Data listing START

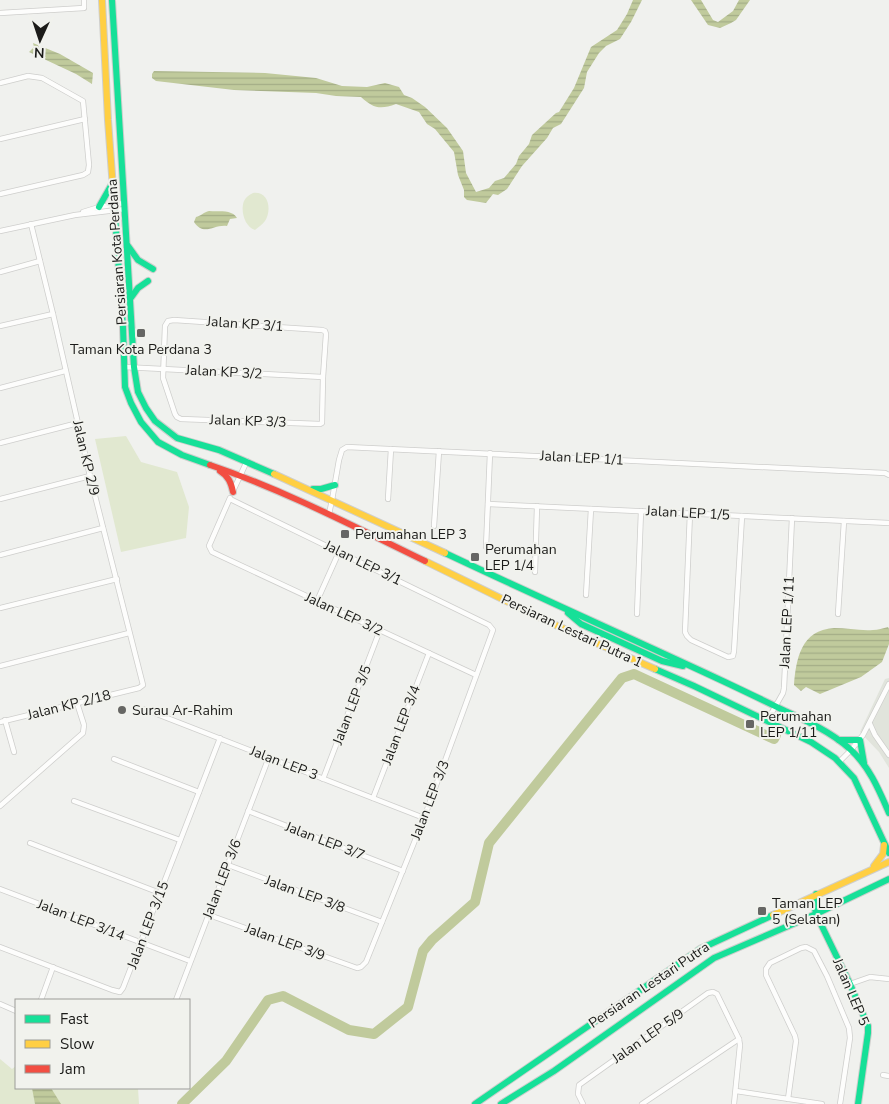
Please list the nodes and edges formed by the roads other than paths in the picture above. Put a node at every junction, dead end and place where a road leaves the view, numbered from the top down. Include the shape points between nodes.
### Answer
1 (84, 0) edge
2 (102, 0) edge
3 (112, 0) edge
4 (0, 13) edge
5 (0, 83) edge
6 (85, 119) junction
7 (0, 139) edge
8 (113, 183) junction
9 (0, 194) edge
10 (125, 206) junction
11 (99, 207) junction
12 (114, 207) junction
13 (75, 215) junction
14 (31, 224) junction
15 (0, 231) edge
16 (127, 245) junction
17 (40, 262) junction
18 (153, 269) dead end
19 (0, 272) edge
20 (148, 281) dead end
21 (130, 298) junction
22 (53, 314) junction
23 (0, 326) edge
24 (124, 367) junction
25 (134, 367) junction
26 (164, 369) junction
27 (66, 371) junction
28 (323, 377) junction
29 (0, 388) edge
30 (78, 423) junction
31 (0, 443) edge
32 (201, 445) joint
33 (391, 449) junction
34 (439, 451) junction
35 (490, 454) junction
36 (247, 461) junction
37 (206, 463) junction
38 (240, 475) junction
39 (889, 475) edge
40 (90, 476) junction
41 (335, 485) junction
42 (309, 489) junction
43 (231, 496) junction
44 (0, 500) edge
45 (332, 500) junction
46 (388, 500) dead end
47 (488, 504) junction
48 (538, 506) junction
49 (591, 509) junction
50 (640, 511) junction
51 (329, 514) junction
52 (690, 514) junction
53 (742, 516) junction
54 (792, 518) junction
55 (844, 521) junction
56 (889, 523) edge
57 (434, 526) dead end
58 (103, 528) junction
59 (486, 547) dead end
60 (339, 552) junction
61 (0, 555) edge
62 (534, 572) dead end
63 (117, 579) junction
64 (586, 595) dead end
65 (317, 601) junction
66 (0, 608) edge
67 (637, 614) dead end
68 (838, 614) dead end
69 (380, 630) junction
70 (493, 630) joint
71 (129, 633) junction
72 (429, 653) junction
73 (0, 666) edge
74 (476, 676) junction
75 (889, 684) edge
76 (139, 688) joint
77 (77, 703) junction
78 (776, 706) junction
79 (144, 709) dead end
80 (3, 721) edge
81 (767, 721) junction
82 (870, 724) junction
83 (220, 738) junction
84 (862, 738) junction
85 (839, 740) junction
86 (878, 740) junction
87 (851, 750) junction
88 (14, 752) dead end
89 (889, 755) edge
90 (269, 758) junction
91 (114, 759) dead end
92 (839, 762) junction
93 (866, 767) junction
94 (323, 779) junction
95 (199, 792) junction
96 (373, 798) junction
97 (74, 801) dead end
98 (0, 806) edge
99 (248, 811) junction
100 (889, 813) edge
101 (424, 818) junction
102 (883, 839) junction
103 (180, 840) junction
104 (30, 843) dead end
105 (889, 852) edge
106 (889, 862) edge
107 (228, 865) junction
108 (869, 870) junction
109 (403, 871) junction
110 (889, 879) edge
111 (0, 889) edge
112 (160, 893) junction
113 (816, 894) junction
114 (816, 914) junction
115 (208, 915) junction
116 (382, 922) junction
117 (141, 942) junction
118 (0, 947) edge
119 (190, 962) junction
120 (53, 967) junction
121 (362, 967) joint
122 (889, 979) edge
123 (850, 984) junction
124 (41, 999) edge
125 (176, 999) edge
126 (0, 1004) edge
127 (15, 1011) edge
128 (739, 1039) junction
129 (736, 1091) junction
130 (788, 1099) junction
131 (483, 1102) edge
132 (475, 1104) edge
133 (501, 1104) edge
134 (583, 1104) edge
135 (642, 1104) edge
136 (734, 1104) edge
137 (822, 1104) edge
138 (840, 1104) edge
139 (858, 1104) edge

1 - 4 street via 84,8
2 - 8 street, Persiaran Kota Perdana
3 - 10 street, Persiaran Kota Perdana
5 - 6 street via 28,76 42,78 83,101
6 - 7 street
6 - 9 street via 88,172
8 - 11 street
8 - 12 street, Persiaran Kota Perdana
10 - 12 street
10 - 16 street, Persiaran Kota Perdana
11 - 12 street
11 - 13 street
12 - 13 street
12 - 24 street, Persiaran Kota Perdana
13 - 14 street
14 - 15 street
14 - 17 street, Jalan KP 2/9
16 - 18 street via 135,259
16 - 21 street, Persiaran Kota Perdana
17 - 19 street
17 - 22 street, Jalan KP 2/9
20 - 21 street via 139,286
21 - 25 street, Persiaran Kota Perdana
22 - 23 street
22 - 27 street, Jalan KP 2/9
24 - 25 street, Jalan KP 3/2
24 - 37 street, Persiaran Kota Perdana via 125,387 131,403 141,422 158,442
25 - 26 street, Jalan KP 3/2
25 - 32 street, Persiaran Kota Perdana via 138,392 155,421 177,438
26 - 28 street, Jalan KP 3/2
26 - 28 street, Jalan KP 3/3 via 163,378 175,414 191,419 320,424 323,421
26 - 28 street, Jalan KP 3/1 via 165,326 174,320 325,331
27 - 29 street
27 - 30 street, Jalan KP 2/9
30 - 31 street
30 - 40 street, Jalan KP 2/9
32 - 36 street, Persiaran Lestari Putra 1
33 - 34 street, Jalan LEP 1/1
33 - 41 street, Jalan LEP 1/1 via 347,447 342,450
33 - 46 street
34 - 35 street, Jalan LEP 1/1
34 - 57 street
35 - 39 street, Jalan LEP 1/1
35 - 47 street
36 - 38 street
36 - 42 street, Persiaran Lestari Putra 1
37 - 38 street, Persiaran Lestari Putra 1
37 - 43 street via 227,475
38 - 43 street
38 - 51 street, Persiaran Lestari Putra 1
40 - 44 street
40 - 58 street, Jalan KP 2/9
41 - 42 street
41 - 45 street, Jalan LEP 1/1
42 - 45 street, Persiaran Lestari Putra 1
43 - 60 street, Jalan LEP 3/1
43 - 65 street, Jalan LEP 3/2 via 209,546 212,552
45 - 51 street, Jalan LEP 1/1
45 - 78 street, Persiaran Lestari Putra 1 via 562,608 581,624 662,661 699,670
47 - 48 street, Jalan LEP 1/5
47 - 59 street
48 - 49 street, Jalan LEP 1/5
48 - 62 street
49 - 50 street, Jalan LEP 1/5
49 - 64 street
50 - 52 street, Jalan LEP 1/5
50 - 67 street
51 - 81 street, Persiaran Lestari Putra 1 via 551,623
52 - 53 street, Jalan LEP 1/5
52 - 53 street via 685,632 692,640 728,657 733,656 734,651
53 - 54 street, Jalan LEP 1/5
54 - 55 street, Jalan LEP 1/5
54 - 78 street, Jalan LEP 1/11 via 784,688
55 - 56 street, Jalan LEP 1/5
55 - 68 street
58 - 61 street
58 - 63 street, Jalan KP 2/9
60 - 65 street
60 - 70 street, Jalan LEP 3/1 via 490,625
63 - 66 street
63 - 71 street, Jalan KP 2/9
65 - 69 street, Jalan LEP 3/2
69 - 72 street, Jalan LEP 3/2
69 - 94 street, Jalan LEP 3/5
70 - 74 street, Jalan LEP 3/3
71 - 73 street
71 - 76 street, Jalan KP 2/9 via 143,685
72 - 74 street, Jalan LEP 3/2
72 - 96 street, Jalan LEP 3/4
74 - 101 street, Jalan LEP 3/3
75 - 82 street
76 - 77 street, Jalan KP 2/18
77 - 80 street, Jalan KP 2/18
77 - 98 street via 84,725 83,733
78 - 81 street, Jalan LEP 1/11
78 - 85 street
79 - 83 street, Jalan LEP 3
80 - 88 street
81 - 92 street, Persiaran Lestari Putra 1 via 811,742
82 - 84 street
82 - 86 street
83 - 90 street, Jalan LEP 3
83 - 95 street, Jalan LEP 3/15
84 - 85 street
84 - 86 street via 873,736
84 - 87 street
84 - 93 street
85 - 87 street
86 - 89 street
87 - 92 street
87 - 93 street
90 - 94 street, Jalan LEP 3
90 - 99 street, Jalan LEP 3/6
91 - 95 street
92 - 102 street, Persiaran Lestari Putra 1 via 857,783
93 - 100 street
94 - 96 street, Jalan LEP 3
95 - 103 street, Jalan LEP 3/15
96 - 101 street, Jalan LEP 3
97 - 103 street
99 - 107 street, Jalan LEP 3/6
99 - 109 street, Jalan LEP 3/7
101 - 109 street, Jalan LEP 3/3
102 - 105 street, Persiaran Lestari Putra 1
102 - 108 street via 885,850 881,860
103 - 112 street, Jalan LEP 3/15
104 - 112 street
106 - 108 street, Persiaran Lestari Putra
107 - 115 street, Jalan LEP 3/6
107 - 116 street, Jalan LEP 3/8
108 - 113 street, Persiaran Lestari Putra
109 - 116 street, Jalan LEP 3/3
110 - 114 street, Persiaran Lestari Putra
111 - 117 street, Jalan LEP 3/14
112 - 117 street, Jalan LEP 3/15
113 - 114 street
113 - 131 street, Persiaran Lestari Putra via 700,949
114 - 123 street, Jalan LEP 5
114 - 133 street, Persiaran Lestari Putra via 714,958 554,1071
115 - 119 street, Jalan LEP 3/6
115 - 121 street, Jalan LEP 3/9 via 357,968
116 - 121 street, Jalan LEP 3/3
117 - 119 street, Jalan LEP 3/14
117 - 120 street, Jalan LEP 3/15 via 120,992
118 - 120 street, Jalan LEP 3/15
119 - 125 street, Jalan LEP 3/6
120 - 124 street
122 - 123 street via 870,977
123 - 139 street, Jalan LEP 5 via 868,1026
126 - 127 street
128 - 129 street
128 - 134 street, Jalan LEP 5/9 via 717,994 708,993 579,1085 578,1094
128 - 135 street
129 - 130 street
129 - 136 street
130 - 137 street
130 - 138 street via 796,1041 766,975 766,968 770,963 806,947 814,951 849,1028
131 - 132 street, Persiaran Lestari Putra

Data listing END

Your task »
Review the entries above and return every line where "Kota" appears.

Answer to the problem »
2 - 8 street, Persiaran Kota Perdana
3 - 10 street, Persiaran Kota Perdana
8 - 12 street, Persiaran Kota Perdana
10 - 16 street, Persiaran Kota Perdana
12 - 24 street, Persiaran Kota Perdana
16 - 21 street, Persiaran Kota Perdana
21 - 25 street, Persiaran Kota Perdana
24 - 37 street, Persiaran Kota Perdana via 125,387 131,403 141,422 158,442
25 - 32 street, Persiaran Kota Perdana via 138,392 155,421 177,438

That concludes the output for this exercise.